> **Task**: Look below for the line containing "ring mcp: (306, 313)" and the line containing "thumb cmc: (175, 264)"; repeat exactly those two lines and all lines between them, and nothing else.

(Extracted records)
--*--
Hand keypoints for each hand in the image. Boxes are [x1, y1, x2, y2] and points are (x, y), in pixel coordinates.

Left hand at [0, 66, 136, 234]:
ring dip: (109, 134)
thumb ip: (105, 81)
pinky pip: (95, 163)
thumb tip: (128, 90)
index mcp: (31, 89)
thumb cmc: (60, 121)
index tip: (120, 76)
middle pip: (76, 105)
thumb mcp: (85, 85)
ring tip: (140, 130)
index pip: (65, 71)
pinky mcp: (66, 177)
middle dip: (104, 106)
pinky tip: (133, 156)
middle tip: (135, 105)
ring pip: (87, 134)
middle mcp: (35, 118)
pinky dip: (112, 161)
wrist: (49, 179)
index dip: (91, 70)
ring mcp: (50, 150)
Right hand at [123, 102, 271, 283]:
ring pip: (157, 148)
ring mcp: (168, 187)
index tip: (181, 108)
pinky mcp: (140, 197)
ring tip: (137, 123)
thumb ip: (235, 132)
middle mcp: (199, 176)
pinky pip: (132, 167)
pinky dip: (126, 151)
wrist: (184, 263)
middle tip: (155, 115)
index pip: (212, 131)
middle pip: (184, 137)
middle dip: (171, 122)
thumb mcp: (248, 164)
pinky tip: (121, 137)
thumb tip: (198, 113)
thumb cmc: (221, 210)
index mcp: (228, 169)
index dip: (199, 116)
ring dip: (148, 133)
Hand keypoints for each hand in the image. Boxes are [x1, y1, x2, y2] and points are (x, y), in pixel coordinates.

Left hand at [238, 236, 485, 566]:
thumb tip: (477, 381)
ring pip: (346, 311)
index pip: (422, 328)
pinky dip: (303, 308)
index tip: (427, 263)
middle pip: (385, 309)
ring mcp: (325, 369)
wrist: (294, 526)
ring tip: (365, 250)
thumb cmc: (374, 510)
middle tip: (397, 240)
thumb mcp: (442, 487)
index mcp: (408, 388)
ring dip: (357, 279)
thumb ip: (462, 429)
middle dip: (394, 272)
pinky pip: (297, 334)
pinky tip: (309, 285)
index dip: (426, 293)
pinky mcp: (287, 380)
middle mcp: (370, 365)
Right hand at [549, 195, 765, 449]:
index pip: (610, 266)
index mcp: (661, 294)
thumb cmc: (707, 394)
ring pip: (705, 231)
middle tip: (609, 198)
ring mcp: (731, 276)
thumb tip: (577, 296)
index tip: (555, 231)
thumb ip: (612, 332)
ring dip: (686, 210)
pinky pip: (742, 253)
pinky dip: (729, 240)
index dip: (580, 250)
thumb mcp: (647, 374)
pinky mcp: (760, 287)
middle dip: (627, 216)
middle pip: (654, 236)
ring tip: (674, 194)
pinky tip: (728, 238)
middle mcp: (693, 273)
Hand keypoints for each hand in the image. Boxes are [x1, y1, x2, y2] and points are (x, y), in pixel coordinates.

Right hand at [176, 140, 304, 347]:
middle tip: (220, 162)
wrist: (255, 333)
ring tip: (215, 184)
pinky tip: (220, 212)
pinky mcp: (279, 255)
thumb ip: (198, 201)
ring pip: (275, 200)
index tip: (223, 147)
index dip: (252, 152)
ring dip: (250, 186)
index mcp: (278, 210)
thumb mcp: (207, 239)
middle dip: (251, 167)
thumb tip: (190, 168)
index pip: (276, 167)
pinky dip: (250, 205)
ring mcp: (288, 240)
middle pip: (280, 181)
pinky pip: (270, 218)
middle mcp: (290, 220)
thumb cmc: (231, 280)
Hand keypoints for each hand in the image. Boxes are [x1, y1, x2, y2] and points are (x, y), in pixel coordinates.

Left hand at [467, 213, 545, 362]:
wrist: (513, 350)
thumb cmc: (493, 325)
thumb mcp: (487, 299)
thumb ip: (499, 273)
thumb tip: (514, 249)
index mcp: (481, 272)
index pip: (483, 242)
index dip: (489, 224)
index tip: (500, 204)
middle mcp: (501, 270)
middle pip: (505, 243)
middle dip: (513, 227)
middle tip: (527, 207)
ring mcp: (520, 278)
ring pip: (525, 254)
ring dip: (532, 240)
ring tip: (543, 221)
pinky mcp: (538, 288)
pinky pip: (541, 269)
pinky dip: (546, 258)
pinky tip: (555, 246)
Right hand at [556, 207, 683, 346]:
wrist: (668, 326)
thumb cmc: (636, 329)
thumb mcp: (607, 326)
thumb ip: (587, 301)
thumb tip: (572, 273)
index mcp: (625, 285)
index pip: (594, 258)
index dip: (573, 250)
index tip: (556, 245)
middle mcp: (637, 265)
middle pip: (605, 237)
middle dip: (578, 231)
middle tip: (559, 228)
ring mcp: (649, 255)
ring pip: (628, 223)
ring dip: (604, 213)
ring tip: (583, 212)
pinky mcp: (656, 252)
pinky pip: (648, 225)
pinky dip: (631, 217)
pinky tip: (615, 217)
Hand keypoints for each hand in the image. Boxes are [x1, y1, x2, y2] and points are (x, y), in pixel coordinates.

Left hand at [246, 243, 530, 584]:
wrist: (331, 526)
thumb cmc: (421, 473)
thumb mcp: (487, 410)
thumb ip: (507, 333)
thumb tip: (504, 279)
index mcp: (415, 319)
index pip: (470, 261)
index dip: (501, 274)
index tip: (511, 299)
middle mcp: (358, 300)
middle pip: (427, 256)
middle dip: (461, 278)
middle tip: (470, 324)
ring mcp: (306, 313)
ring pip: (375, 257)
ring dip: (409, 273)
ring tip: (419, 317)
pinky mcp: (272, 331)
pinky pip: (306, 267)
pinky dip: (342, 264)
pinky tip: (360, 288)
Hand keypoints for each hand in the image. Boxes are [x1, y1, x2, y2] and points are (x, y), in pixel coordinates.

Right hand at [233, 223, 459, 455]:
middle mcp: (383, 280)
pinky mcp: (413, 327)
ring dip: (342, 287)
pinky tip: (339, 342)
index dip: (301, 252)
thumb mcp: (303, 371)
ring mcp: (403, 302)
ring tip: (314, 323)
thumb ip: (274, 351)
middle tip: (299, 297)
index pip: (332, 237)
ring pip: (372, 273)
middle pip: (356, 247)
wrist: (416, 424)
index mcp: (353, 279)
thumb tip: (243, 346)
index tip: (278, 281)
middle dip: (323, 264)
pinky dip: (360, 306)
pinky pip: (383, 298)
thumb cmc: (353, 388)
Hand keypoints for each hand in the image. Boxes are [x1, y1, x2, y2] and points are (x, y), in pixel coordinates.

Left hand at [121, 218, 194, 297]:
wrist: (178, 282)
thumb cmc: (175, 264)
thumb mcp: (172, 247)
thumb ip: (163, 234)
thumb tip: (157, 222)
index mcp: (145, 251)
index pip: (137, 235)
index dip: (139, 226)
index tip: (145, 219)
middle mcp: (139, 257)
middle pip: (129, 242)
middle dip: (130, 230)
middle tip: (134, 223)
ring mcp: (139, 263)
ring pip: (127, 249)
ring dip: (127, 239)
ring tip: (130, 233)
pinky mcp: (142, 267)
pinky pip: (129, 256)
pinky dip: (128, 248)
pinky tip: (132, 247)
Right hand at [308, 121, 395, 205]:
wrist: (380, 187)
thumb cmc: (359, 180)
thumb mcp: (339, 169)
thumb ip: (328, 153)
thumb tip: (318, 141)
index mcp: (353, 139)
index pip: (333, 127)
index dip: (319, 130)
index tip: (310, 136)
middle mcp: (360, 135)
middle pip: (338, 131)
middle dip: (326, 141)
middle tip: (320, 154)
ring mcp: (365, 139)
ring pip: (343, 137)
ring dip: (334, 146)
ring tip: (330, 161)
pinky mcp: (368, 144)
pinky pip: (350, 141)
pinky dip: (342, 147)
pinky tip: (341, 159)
--*--
> **Reply**:
ring mcp: (306, 313)
ring pip: (375, 257)
ring dip: (409, 273)
ring tip: (419, 317)
pinky mcp: (272, 331)
pinky pip: (306, 267)
pinky dip: (342, 264)
pinky tip: (360, 288)
Hand keypoints for each hand in the image. Boxes are [x1, y1, x2, y2] and points are (x, y), in pixel coordinates.

Right hand at [233, 223, 459, 455]:
middle mcp: (383, 280)
pinky mcp: (413, 327)
ring dip: (342, 287)
pinky tip: (339, 342)
index dip: (301, 252)
thumb mcp: (303, 371)
ring mcp: (403, 302)
ring tip: (314, 323)
thumb ip: (274, 351)
middle tip: (299, 297)
index pip: (332, 237)
ring pip: (372, 273)
middle pip: (356, 247)
wrist: (416, 424)
index mcp: (353, 279)
thumb tip: (243, 346)
index tip: (278, 281)
middle dip: (323, 264)
pinky dip: (360, 306)
pinky pip: (383, 298)
thumb cmc: (353, 388)
Hand keypoints for each hand in the image. Boxes are [x1, y1, x2, y2] and points are (x, y), in pixel coordinates.

Left hand at [121, 218, 194, 297]:
wrist: (178, 282)
thumb cmc: (175, 264)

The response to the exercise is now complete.